L’appel à la Fashion Revolution de Catherine Dauriac
Le mot d’ordre de la Fashion Revolution ? RESPECT. Respect de la planète, respect des travailleurs et travailleuses qui fabriquent nos vêtements depuis l’autre bout du monde… Et le respect des oubliés de la mode, dans tout ça ? Un entretien exclusif avec Catherine Dauriac, présidente de Fashion Revolution France.
Qui êtes-vous, Catherine Dauriac ?
Je suis rédactrice en chef adjointe aux impacts de la revue HUMMADE et présidente de Fashion Revolution France. Je travaille dans l’univers de la mode depuis 1987 et j’ai un parcours multi-casquettes. J’ai d’abord créé un bureau de presse qui accompagnait de jeunes créateurs émergents puis je suis devenue journaliste en 2003, avec un blog où je parlais de culture, de mode et d’environnement. J’ai ensuite commencé à écrire pour différents magazines de mode à partir de 2007. En parallèle, je suis experte textile grâce à ma collaboration avec la Confédération Européenne du Lin et du Chanvre depuis douze ans. Je dirais que mon parcours tourne autour de divers sujets : mode éthique, droits des travailleurs, belles matières, comment et pourquoi faire évoluer l’industrie de la mode…

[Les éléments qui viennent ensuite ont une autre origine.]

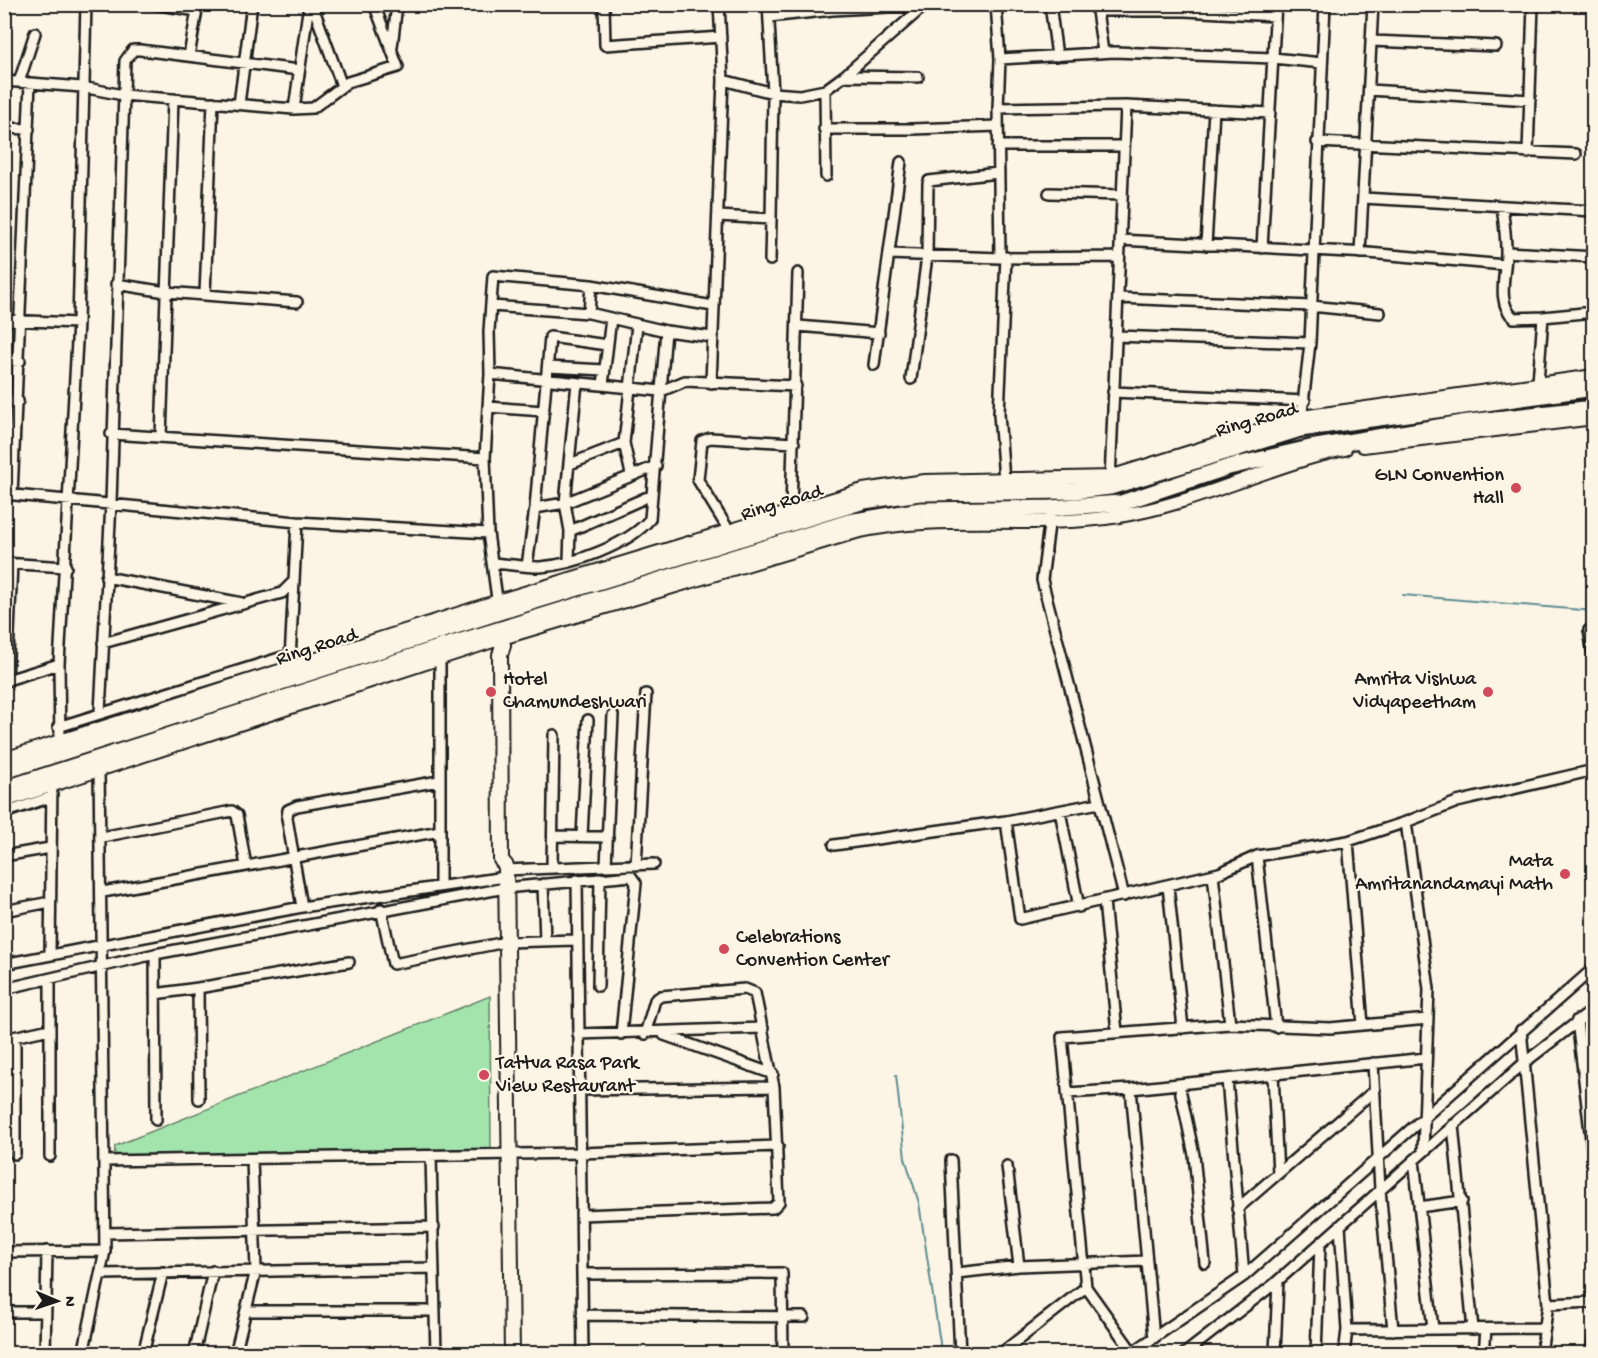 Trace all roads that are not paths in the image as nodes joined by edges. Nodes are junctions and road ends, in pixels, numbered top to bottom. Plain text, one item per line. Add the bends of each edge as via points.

La Fashion Revolution, c’est quoi ?
Fashion Revolution est un mouvement mondial parti d’Angleterre suite à l’effondrement du Rana Plaza le 24 avril 2013, qui a fait 1138 morts et plus de 2500 blessés. Des étiquettes de marques internationales qui faisaient fabriquer leurs vêtements par les propriétaires de l’usine de 7 étages ont été trouvées dans les décombres. Quand Carry Somers et Orsola de Castro ont apprit la nouvelle, elles ont lancé le #WhoMadeMyClothes sur les réseaux sociaux. Très vite, beaucoup de personnes l’ont utilisé en partageant des photos des étiquettes de leurs vêtements. L’année suivante, nous avons commémoré ce triste anniversaire avec un Fashion Revolution Day le 24 avril 2014. Dès l’année suivante, l’événement s’est transformé en Fashion Revolution Week menée dans 99 pays, dont la France, et partagée un peu partout dans le monde.
Et alors, la Fashion Revolution Week 2021 ?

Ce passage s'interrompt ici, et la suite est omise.